DigitumDei writes "Dual core chips came closer to reality as AMD demonstrated their Athlon64 dual-core offering. The 90nm technology chip will use the same 939-pin infrastructure and cooling solutions as the current Athlon 64 chips, meaning that upgrading to a dual-core chip from your current AMD64 will require little more than a BIOS update. Available in the second half of this year, the chip will be added to AMD's current line (Athlon64, Athlon FX, Sempron)."

13 of 428 comments (clear)

  1. How much power is "reasonable"? by garcia · · Score: 4, Insightful

    They talk a lot about this being the savior of power-consumption but:

    They are seen as the solution to power-consumption problems that have come to the fore as clock-speeds have increased beyond 3.0 GHz. At such speeds, single-CPU processors can often dissipate more than 150 W. In contrast, dual-core parts can reduce power consumption to more reasonable levels. For example, a processor with dual 2.0-GHz cores can deliver performance not all that different from a single-core 3.5-GHz part. More important, such a dual-core part will hold down power dissipation to a figure closer to that of a standalone 2.0-GHz CPU, allowing processing throughput to effectively double for not much more power.

    Yeah, great, so it reduces power-consumption to "more reasonable levels" yet in every article I have read on this no one really mentions much more than that. What's reasonable? Telling me twice the speed for not much more power doesn't mean anything to me (other than marketing doublespeak).

    What I want to know is how much money these processors will save in power consumption compared to how much more they will cost over their single core cousins... No one has said anything about that yet.

    Now, also, how many OSs (and applications) are prepared for dual-core support? Are there any available systems that are stable and do that?

  2. Re:Am I Missing Something? by teg · · Score: 5, Insightful

    I don't understand the hype about dual core CPUs.

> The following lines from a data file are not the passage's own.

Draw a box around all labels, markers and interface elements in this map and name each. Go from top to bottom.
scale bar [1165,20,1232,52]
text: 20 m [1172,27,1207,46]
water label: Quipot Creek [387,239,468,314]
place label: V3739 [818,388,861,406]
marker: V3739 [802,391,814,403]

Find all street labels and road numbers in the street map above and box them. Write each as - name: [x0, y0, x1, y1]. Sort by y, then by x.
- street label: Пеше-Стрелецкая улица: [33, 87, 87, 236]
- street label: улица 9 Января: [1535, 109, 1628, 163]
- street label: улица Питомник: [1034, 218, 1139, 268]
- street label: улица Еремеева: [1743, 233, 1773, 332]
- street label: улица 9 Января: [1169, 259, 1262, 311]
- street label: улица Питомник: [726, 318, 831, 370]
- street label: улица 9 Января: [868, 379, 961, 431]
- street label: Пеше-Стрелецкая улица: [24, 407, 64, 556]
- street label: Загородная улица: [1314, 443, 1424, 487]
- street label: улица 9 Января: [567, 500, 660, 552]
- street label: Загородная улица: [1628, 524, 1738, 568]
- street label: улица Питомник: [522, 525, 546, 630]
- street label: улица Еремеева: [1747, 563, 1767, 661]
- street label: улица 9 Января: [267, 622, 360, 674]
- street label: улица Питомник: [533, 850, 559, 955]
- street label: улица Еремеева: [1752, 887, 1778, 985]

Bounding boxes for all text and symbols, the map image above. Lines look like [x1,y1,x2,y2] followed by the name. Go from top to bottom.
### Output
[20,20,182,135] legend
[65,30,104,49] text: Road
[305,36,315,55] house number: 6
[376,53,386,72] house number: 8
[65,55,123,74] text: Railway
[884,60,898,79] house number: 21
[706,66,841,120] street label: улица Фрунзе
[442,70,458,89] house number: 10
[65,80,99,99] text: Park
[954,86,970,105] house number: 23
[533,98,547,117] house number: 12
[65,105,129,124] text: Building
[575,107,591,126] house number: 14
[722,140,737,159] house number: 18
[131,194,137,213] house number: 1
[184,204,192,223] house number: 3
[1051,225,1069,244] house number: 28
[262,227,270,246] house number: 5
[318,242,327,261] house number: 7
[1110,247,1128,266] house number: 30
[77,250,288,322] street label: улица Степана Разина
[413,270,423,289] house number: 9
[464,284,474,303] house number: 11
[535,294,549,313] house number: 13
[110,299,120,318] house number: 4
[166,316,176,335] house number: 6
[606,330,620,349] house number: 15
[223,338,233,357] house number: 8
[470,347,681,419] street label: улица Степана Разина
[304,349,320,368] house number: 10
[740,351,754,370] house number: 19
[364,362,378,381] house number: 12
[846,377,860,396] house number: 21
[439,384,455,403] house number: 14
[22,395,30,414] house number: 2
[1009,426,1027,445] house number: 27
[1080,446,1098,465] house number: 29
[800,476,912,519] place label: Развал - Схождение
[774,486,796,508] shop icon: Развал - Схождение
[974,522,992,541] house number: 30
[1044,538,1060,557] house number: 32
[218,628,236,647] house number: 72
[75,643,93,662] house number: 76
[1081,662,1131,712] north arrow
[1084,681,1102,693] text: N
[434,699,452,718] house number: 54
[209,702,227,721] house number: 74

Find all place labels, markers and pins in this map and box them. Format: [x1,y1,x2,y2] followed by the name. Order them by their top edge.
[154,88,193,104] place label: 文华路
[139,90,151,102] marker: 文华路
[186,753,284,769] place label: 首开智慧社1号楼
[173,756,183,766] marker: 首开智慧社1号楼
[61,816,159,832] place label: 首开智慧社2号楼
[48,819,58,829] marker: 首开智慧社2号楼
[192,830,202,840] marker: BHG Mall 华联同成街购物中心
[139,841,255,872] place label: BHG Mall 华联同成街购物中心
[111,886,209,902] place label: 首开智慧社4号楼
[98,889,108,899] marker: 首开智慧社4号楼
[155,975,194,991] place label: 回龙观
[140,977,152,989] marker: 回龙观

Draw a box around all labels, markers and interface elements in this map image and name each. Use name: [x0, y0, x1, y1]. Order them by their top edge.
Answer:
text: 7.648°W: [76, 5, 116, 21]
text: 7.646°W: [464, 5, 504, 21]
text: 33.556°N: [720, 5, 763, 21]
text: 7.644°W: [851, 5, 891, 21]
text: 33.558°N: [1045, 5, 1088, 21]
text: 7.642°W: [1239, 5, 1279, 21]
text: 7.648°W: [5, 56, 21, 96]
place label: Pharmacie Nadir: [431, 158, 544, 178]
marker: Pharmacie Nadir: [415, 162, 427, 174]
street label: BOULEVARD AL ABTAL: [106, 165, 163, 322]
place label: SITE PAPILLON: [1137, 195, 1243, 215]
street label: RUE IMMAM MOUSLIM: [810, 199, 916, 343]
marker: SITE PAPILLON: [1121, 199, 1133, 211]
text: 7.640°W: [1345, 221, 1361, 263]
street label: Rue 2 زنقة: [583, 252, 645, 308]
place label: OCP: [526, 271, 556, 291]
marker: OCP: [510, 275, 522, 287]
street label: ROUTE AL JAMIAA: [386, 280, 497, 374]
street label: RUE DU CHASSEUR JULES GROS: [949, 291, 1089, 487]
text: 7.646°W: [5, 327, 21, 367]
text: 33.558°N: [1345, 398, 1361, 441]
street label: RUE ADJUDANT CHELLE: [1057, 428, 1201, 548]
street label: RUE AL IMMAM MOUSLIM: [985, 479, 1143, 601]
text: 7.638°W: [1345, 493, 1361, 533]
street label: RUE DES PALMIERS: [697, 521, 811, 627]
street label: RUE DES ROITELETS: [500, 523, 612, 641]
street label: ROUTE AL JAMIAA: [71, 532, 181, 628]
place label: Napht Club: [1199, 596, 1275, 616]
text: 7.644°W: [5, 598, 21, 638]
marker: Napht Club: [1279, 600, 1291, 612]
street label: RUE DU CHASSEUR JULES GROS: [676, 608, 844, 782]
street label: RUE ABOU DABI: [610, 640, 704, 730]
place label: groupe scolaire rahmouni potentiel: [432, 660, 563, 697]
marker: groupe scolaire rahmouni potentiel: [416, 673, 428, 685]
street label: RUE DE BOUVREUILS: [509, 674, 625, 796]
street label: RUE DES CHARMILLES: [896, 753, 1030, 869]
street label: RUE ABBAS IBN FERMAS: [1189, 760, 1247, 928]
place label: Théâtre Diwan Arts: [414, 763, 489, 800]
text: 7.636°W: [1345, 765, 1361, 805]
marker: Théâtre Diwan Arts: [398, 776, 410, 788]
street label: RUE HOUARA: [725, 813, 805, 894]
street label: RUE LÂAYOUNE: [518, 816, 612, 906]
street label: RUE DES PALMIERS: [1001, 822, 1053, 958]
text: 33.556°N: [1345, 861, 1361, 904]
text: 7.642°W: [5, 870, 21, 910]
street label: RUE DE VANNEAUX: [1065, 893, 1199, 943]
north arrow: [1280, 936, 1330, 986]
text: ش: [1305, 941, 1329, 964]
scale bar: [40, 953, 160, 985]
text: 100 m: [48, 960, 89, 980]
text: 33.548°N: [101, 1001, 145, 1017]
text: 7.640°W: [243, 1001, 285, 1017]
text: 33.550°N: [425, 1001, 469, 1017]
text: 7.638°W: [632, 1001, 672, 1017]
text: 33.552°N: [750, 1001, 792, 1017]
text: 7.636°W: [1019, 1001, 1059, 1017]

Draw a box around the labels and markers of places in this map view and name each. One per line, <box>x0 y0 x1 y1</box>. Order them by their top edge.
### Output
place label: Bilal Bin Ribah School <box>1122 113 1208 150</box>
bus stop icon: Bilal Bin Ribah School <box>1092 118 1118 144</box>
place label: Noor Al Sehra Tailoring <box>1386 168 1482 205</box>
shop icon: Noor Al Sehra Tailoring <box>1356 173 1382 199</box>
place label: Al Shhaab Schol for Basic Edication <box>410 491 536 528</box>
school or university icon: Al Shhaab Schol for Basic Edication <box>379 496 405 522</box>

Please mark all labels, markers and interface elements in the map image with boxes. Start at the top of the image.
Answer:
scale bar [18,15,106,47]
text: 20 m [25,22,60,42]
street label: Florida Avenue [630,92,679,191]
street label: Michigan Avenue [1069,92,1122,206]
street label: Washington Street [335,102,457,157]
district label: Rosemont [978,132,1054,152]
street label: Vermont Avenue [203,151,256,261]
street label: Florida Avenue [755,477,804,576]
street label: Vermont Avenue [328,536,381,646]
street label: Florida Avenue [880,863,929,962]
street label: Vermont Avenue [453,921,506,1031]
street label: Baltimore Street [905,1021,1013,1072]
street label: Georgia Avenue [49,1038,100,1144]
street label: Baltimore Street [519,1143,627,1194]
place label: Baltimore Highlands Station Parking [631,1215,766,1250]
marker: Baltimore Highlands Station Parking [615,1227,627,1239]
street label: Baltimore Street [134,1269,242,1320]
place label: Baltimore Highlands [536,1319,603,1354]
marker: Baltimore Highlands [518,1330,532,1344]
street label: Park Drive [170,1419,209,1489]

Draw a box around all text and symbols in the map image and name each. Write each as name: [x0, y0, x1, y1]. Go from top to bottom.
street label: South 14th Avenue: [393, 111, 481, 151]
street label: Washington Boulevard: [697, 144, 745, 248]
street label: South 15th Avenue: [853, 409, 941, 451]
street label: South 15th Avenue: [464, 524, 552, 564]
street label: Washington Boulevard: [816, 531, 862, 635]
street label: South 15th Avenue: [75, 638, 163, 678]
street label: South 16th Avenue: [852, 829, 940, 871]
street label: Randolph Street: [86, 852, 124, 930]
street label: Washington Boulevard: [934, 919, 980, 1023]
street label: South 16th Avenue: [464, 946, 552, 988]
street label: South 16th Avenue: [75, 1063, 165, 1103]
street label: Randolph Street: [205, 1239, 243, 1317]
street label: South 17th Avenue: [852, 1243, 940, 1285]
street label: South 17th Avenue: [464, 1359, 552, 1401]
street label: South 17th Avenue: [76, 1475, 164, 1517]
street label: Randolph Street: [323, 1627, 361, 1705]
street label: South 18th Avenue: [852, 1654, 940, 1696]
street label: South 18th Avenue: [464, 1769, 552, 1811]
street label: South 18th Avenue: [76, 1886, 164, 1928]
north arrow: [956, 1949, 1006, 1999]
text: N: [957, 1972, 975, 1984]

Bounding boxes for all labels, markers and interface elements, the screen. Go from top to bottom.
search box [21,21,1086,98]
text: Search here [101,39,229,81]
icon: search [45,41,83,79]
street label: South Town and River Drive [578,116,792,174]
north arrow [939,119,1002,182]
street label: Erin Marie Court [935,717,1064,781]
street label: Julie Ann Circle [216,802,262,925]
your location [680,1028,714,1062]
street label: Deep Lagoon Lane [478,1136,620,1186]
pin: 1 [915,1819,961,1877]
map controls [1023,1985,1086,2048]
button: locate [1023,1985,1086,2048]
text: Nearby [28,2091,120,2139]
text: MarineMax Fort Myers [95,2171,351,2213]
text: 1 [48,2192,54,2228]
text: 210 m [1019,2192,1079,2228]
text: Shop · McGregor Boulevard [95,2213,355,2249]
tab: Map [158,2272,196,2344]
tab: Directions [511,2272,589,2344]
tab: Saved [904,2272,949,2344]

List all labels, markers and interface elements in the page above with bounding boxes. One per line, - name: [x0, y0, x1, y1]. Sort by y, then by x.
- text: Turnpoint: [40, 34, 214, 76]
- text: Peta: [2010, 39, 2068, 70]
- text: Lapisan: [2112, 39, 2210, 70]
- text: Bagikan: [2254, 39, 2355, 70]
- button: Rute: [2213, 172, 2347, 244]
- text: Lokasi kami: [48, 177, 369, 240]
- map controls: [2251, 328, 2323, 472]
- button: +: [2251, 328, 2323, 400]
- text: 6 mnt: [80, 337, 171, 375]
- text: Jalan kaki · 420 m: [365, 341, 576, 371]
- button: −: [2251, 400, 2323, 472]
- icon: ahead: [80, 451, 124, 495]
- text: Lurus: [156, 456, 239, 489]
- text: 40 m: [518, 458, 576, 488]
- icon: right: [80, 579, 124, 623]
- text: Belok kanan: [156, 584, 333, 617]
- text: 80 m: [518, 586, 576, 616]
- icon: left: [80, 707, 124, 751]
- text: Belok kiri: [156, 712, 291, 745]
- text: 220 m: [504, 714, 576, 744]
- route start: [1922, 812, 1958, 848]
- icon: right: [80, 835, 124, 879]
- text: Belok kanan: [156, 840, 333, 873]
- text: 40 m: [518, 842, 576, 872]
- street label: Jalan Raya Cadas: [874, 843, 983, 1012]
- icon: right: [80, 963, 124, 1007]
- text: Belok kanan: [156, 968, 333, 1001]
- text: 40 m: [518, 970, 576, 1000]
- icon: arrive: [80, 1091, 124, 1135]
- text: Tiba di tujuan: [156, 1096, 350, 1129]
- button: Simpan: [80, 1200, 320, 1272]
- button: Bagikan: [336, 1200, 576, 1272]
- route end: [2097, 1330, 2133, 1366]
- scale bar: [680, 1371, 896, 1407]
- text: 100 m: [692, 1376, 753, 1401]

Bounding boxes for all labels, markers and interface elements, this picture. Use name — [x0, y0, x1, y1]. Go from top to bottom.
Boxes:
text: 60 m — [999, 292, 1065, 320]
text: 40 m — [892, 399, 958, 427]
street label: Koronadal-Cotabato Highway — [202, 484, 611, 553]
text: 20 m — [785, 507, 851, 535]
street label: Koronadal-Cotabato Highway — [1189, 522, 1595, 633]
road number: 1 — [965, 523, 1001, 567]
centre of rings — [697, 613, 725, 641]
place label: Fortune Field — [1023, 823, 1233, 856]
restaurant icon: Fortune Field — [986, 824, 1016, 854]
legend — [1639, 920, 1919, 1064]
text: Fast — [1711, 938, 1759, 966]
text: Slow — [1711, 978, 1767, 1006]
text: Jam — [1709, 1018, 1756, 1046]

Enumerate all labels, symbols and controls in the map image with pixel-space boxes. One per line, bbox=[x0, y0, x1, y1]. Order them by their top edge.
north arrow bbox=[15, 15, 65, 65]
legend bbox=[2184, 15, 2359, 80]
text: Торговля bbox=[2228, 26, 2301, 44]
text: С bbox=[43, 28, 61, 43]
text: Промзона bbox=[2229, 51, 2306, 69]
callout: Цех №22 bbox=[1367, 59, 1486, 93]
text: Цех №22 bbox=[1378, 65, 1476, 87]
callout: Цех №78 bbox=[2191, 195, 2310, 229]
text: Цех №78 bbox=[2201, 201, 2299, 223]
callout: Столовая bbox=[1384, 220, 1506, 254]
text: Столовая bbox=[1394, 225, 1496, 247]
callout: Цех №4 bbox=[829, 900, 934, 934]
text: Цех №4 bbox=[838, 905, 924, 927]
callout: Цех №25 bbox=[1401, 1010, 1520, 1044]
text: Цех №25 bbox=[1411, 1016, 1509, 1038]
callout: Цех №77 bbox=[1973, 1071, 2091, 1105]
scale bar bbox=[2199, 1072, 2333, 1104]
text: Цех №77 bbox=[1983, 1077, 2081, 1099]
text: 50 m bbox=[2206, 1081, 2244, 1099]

    As I understand it, they work almost identically to a SMP setup, meaning they don't offer much of any performance benefit in most apps (particularly games). They draw more power, they run at higher temperatures, etc.

    SMP without the mess (extra CPUs, cooling, expensive/complicated motherboards) and cost is definitely something to be impressed about.

    It should give a big performance boost to a multi app and multi thread environment.

  3. Re:Am I Missing Something? by forkazoo · · Score: 3, Insightful

    Yup, pretty much. But, some of us do more than play games. Also, as multiprocessing hardware becomes more common, game makers will begin to take advantage of the benefits. For me personally, when I want to use my box for general-purpose stuff, and it is running the mythtv backand and transcoding some files into MPEG4, and I am rendering a 3D animation, and so on... Well, having SMP sure isn't a bad thing!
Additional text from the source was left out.